Non-coding RNAs (ncRNAs) comprise a diverse group of RNA molecules that do not code for proteins but have crucial roles in various biological processes in the human body. Long-noncoding RNAs (lncRNAs), which are characterized by their length greater than 200 nucleotides, are the largest class of ncRNAs and have been shown to play critical roles in transcription, translation, splicing, epigenetic regulation, immune responses, and cell cycle control, among other processes. Specifically, lncRNAs such as HOTAIR, PCA3, and UCA1 have been identified as potential biomarkers for hepatocellular carcinoma recurrence, prostate cancer aggressiveness, and bladder cancer diagnosis, respectively.MiRNAs are small, endogenous, noncoding RNA molecules that typically function as post-transcriptional gene repressors by binding to the 3'-untranslated regions (UTRs) of target mRNAs. Mounting evidence suggests that miRNAs make a significant influence in regulating important biological processes such as cell development, proliferation, and differentiation.
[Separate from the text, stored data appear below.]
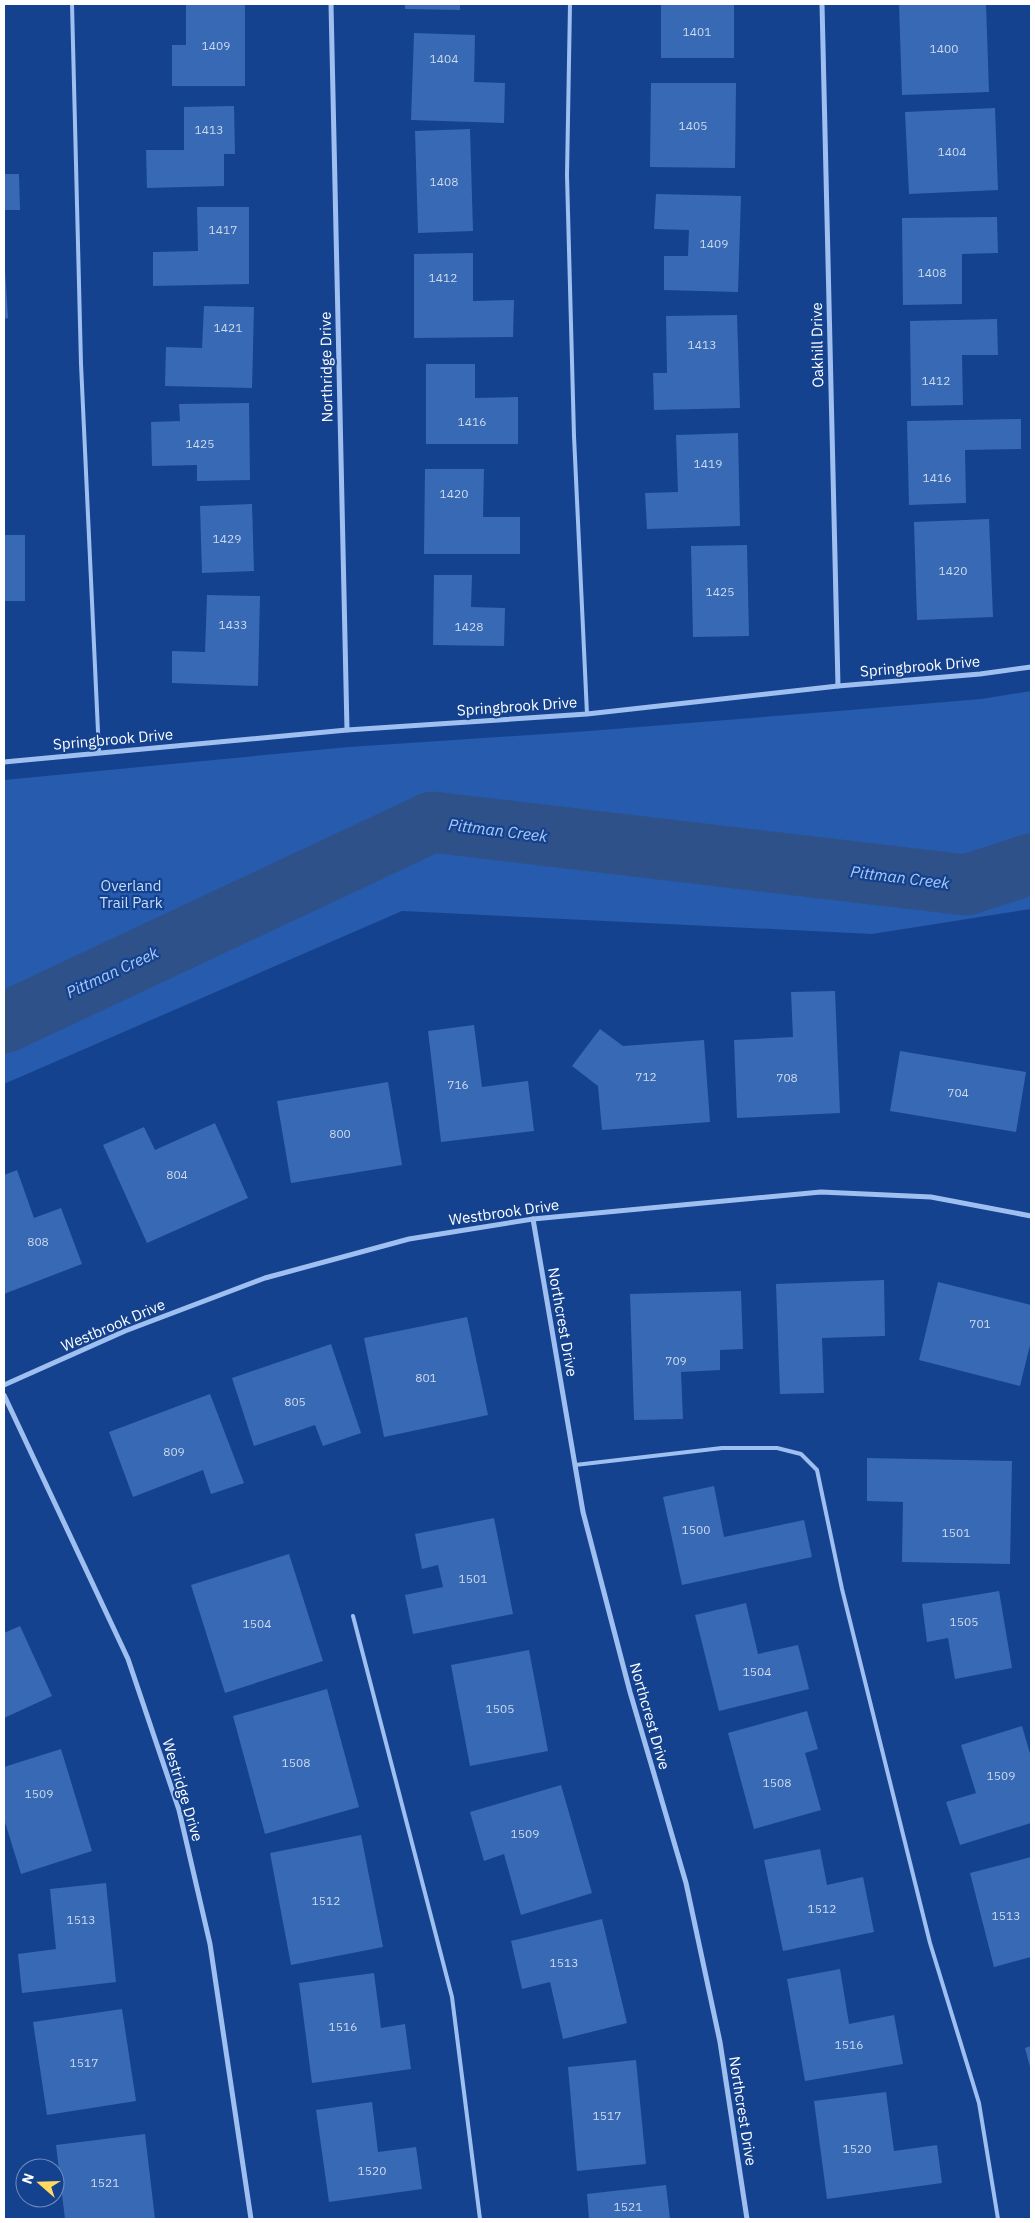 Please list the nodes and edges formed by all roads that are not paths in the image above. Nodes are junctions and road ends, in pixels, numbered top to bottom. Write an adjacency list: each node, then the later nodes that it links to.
1 (72, 4): 9 (lane)
2 (331, 4): 8 (street, Northridge Drive)
3 (570, 4): 7 (lane)
4 (822, 4): 6 (street, Oakhill Drive)
5 (1031, 667): 6 (street, Springbrook Drive)
6 (838, 686): 7 (street, Springbrook Drive)
7 (587, 714): 8 (street, Springbrook Drive)
8 (346, 730): 9 (street, Springbrook Drive)
9 (99, 753): 10 (street, Springbrook Drive)
10 (4, 762)
11 (1031, 1216): 12 (street, Westbrook Drive)
12 (533, 1219): 13 (street, Westbrook Drive); 15 (street, Northcrest Drive)
13 (4, 1385)
14 (4, 1394): 17 (street, Westridge Drive)
15 (575, 1464): 19 (street, Northcrest Drive); 20 (lane)
16 (353, 1616): 18 (lane)
17 (251, 2219)
18 (480, 2219)
19 (747, 2219)
20 (998, 2219) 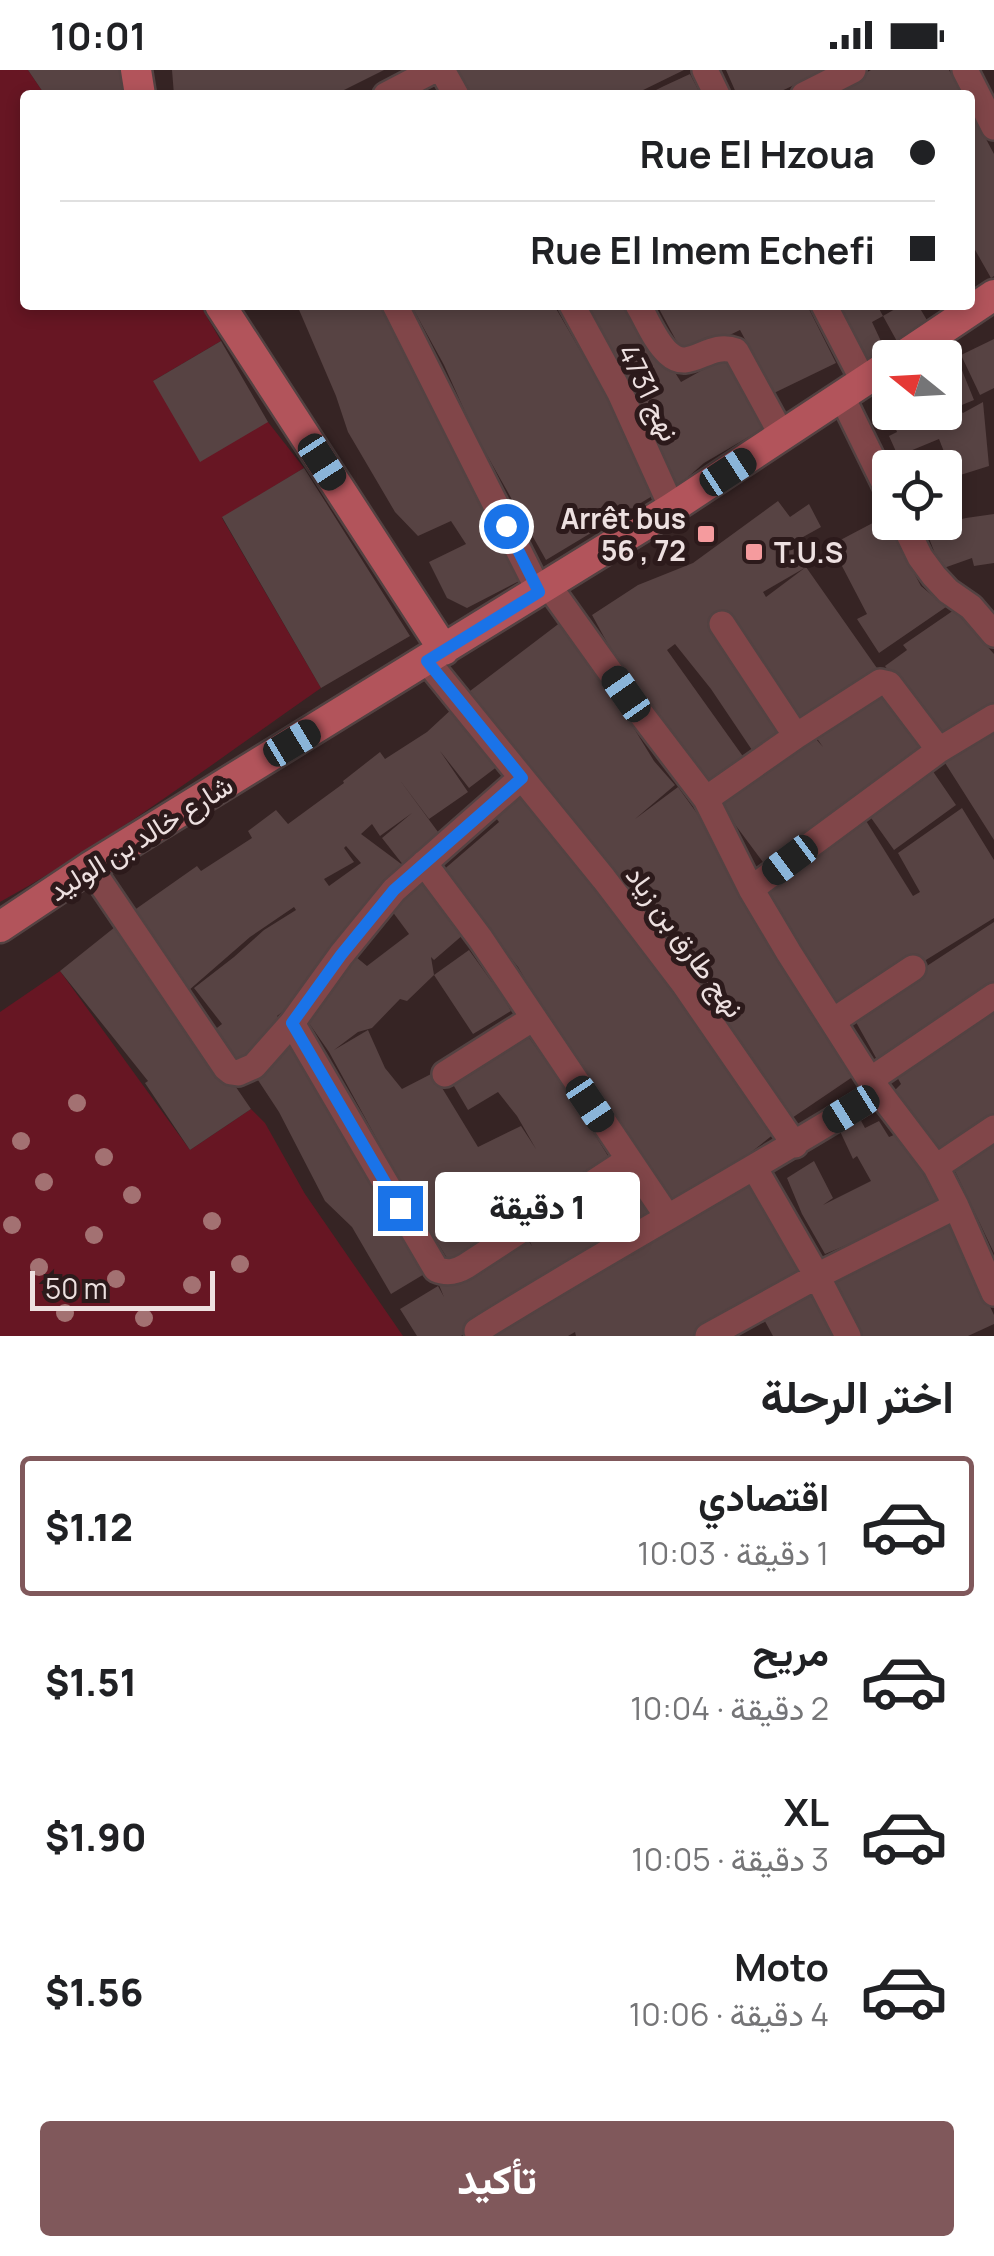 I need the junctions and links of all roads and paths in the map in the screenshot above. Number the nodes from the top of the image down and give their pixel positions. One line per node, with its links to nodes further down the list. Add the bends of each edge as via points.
1 (434, 70): 4 (street)
2 (854, 70): 5 (street)
3 (965, 70): 6 (street)
4 (396, 90)
5 (814, 90)
6 (994, 127)
7 (223, 310): 23 (street)
8 (397, 310): 20 (street)
9 (575, 310): 18 (street, نهج 4731)
10 (641, 310): 16 (street, via 676,359 720,348 736,351)
11 (826, 310): 15 (street)
12 (972, 310): 13 (street)
13 (927, 340)
14 (872, 376): 15 (street, شارع خالد بن الوليد)
15 (853, 389): 16 (street, شارع خالد بن الوليد); 17 (street)
16 (783, 436): 18 (street, شارع خالد بن الوليد)
17 (874, 450)
18 (672, 508): 20 (street, شارع خالد بن الوليد)
19 (912, 540): 22 (street, via 934,576)
20 (544, 588): 23 (street, شارع خالد بن الوليد); 28 (street)
21 (722, 624): 25 (street)
22 (994, 634)
23 (435, 656): 27 (street, نهج طارق بن زياد); 30 (street, شارع خالد بن الوليد)
24 (994, 716): 26 (street)
25 (796, 736): 26 (street, via 882,682); 28 (street)
26 (940, 750): 31 (street)
27 (522, 778): 29 (street); 41 (street, نهج طارق بن زياد, via 684,984)
28 (706, 799): 31 (street)
29 (424, 863): 35 (street); 37 (street, via 366,922)
30 (90, 866): 32 (street, شارع خالد بن الوليد); 37 (street, via 228,1070 254,1066)
31 (752, 889): 36 (street)
32 (0, 927)
33 (913, 968): 36 (street)
34 (994, 996): 39 (street)
35 (532, 1019): 38 (street); 42 (street)
36 (833, 1021): 39 (street)
37 (292, 1023): 42 (street, via 436,1269 466,1266)
38 (446, 1074)
39 (875, 1086): 41 (street); 44 (street)
40 (994, 1128): 44 (street)
41 (794, 1144): 43 (street)
42 (628, 1160): 46 (street)
43 (754, 1167): 46 (street); 47 (street)
44 (936, 1167): 45 (street)
45 (956, 1206): 47 (street); 48 (street)
46 (667, 1216): 49 (street)
47 (817, 1276): 50 (street); 51 (street)
48 (994, 1293)
49 (477, 1331)
50 (708, 1336)
51 (848, 1336)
BERTNDA is obtained based on the union relationship of the three types dataset. If a disease has appeared in lncRNA-disease or miRNA-disease, it is included in BERTNDA, so as to also process other miRNAs and lncRNAs, through this method can significantly expand the amount of data. Finally we obtained more than 43869 pairs of associations in the data, including miRNA-disease associations 23581, miRNA-lncRNA 18250, lncRNA-disease 2036, total miRNAs 1596, lncRNAs 2188, diseases 1297.

The framework of our method

The prediction method is consisted of four parts. Firstly, we leverage the graph data structure to obtain a comprehensive molecular representation that facilitates information extraction. Then, the feature extraction component incorporates a multi-scale information representation that combines both global and local information. The backbone network for our prediction task is based on global self-attention mechanism, which excels in capturing internal data correlations. Leveraging the model's powerful representation capabilities, we achieve excellent prediction performance.